- Action item:
Take the entries that follow and write each one out exactly.

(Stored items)

###

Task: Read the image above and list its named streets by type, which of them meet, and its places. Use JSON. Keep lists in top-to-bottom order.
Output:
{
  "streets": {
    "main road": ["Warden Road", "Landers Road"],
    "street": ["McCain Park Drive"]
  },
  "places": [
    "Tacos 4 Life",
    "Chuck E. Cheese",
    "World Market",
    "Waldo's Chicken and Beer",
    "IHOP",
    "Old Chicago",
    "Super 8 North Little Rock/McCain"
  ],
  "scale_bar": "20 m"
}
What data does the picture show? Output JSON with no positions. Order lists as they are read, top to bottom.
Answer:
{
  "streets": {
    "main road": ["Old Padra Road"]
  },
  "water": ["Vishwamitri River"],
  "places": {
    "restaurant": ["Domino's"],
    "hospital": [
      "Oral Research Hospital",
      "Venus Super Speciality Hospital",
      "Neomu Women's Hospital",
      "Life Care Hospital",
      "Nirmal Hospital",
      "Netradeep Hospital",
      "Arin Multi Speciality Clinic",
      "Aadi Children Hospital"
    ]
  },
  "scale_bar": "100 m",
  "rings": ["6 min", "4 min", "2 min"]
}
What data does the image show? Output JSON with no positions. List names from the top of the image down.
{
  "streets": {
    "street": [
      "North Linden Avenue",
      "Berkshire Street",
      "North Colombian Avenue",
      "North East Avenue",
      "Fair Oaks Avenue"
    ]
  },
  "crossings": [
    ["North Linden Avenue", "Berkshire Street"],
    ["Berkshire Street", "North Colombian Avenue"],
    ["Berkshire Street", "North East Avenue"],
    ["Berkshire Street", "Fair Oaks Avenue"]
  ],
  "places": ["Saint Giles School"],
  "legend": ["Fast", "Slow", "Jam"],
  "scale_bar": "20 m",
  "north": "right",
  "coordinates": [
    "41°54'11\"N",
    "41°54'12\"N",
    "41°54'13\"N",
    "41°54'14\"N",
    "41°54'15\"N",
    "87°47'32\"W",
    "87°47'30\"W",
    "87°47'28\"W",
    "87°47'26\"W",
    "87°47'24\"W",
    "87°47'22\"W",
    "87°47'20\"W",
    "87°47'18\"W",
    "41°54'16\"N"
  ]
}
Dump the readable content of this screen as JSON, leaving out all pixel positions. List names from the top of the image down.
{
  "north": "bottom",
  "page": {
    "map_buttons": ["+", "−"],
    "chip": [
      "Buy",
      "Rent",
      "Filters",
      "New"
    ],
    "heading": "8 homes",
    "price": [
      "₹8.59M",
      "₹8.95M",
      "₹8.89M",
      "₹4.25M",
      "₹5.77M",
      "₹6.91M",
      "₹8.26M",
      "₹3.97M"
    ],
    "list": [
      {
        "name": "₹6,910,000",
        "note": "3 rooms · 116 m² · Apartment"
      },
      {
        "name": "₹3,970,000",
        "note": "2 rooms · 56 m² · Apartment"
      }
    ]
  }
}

###

- Task output:
Task: Read the image above and list its named streets by type, which of them meet, and its places. Use JSON. Keep lists in top-to-bottom order.
Output:
{
  "streets": {
    "main road": ["Warden Road", "Landers Road"],
    "street": ["McCain Park Drive"]
  },
  "places": [
    "Tacos 4 Life",
    "Chuck E. Cheese",
    "World Market",
    "Waldo's Chicken and Beer",
    "IHOP",
    "Old Chicago",
    "Super 8 North Little Rock/McCain"
  ],
  "scale_bar": "20 m"
}
What data does the picture show? Output JSON with no positions. Order lists as they are read, top to bottom.
Answer:
{
  "streets": {
    "main road": ["Old Padra Road"]
  },
  "water": ["Vishwamitri River"],
  "places": {
    "restaurant": ["Domino's"],
    "hospital": [
      "Oral Research Hospital",
      "Venus Super Speciality Hospital",
      "Neomu Women's Hospital",
      "Life Care Hospital",
      "Nirmal Hospital",
      "Netradeep Hospital",
      "Arin Multi Speciality Clinic",
      "Aadi Children Hospital"
    ]
  },
  "scale_bar": "100 m",
  "rings": ["6 min", "4 min", "2 min"]
}
What data does the image show? Output JSON with no positions. List names from the top of the image down.
{
  "streets": {
    "street": [
      "North Linden Avenue",
      "Berkshire Street",
      "North Colombian Avenue",
      "North East Avenue",
      "Fair Oaks Avenue"
    ]
  },
  "crossings": [
    ["North Linden Avenue", "Berkshire Street"],
    ["Berkshire Street", "North Colombian Avenue"],
    ["Berkshire Street", "North East Avenue"],
    ["Berkshire Street", "Fair Oaks Avenue"]
  ],
  "places": ["Saint Giles School"],
  "legend": ["Fast", "Slow", "Jam"],
  "scale_bar": "20 m",
  "north": "right",
  "coordinates": [
    "41°54'11\"N",
    "41°54'12\"N",
    "41°54'13\"N",
    "41°54'14\"N",
    "41°54'15\"N",
    "87°47'32\"W",
    "87°47'30\"W",
    "87°47'28\"W",
    "87°47'26\"W",
    "87°47'24\"W",
    "87°47'22\"W",
    "87°47'20\"W",
    "87°47'18\"W",
    "41°54'16\"N"
  ]
}
Dump the readable content of this screen as JSON, leaving out all pixel positions. List names from the top of the image down.
{
  "north": "bottom",
  "page": {
    "map_buttons": ["+", "−"],
    "chip": [
      "Buy",
      "Rent",
      "Filters",
      "New"
    ],
    "heading": "8 homes",
    "price": [
      "₹8.59M",
      "₹8.95M",
      "₹8.89M",
      "₹4.25M",
      "₹5.77M",
      "₹6.91M",
      "₹8.26M",
      "₹3.97M"
    ],
    "list": [
      {
        "name": "₹6,910,000",
        "note": "3 rooms · 116 m² · Apartment"
      },
      {
        "name": "₹3,970,000",
        "note": "2 rooms · 56 m² · Apartment"
      }
    ]
  }
}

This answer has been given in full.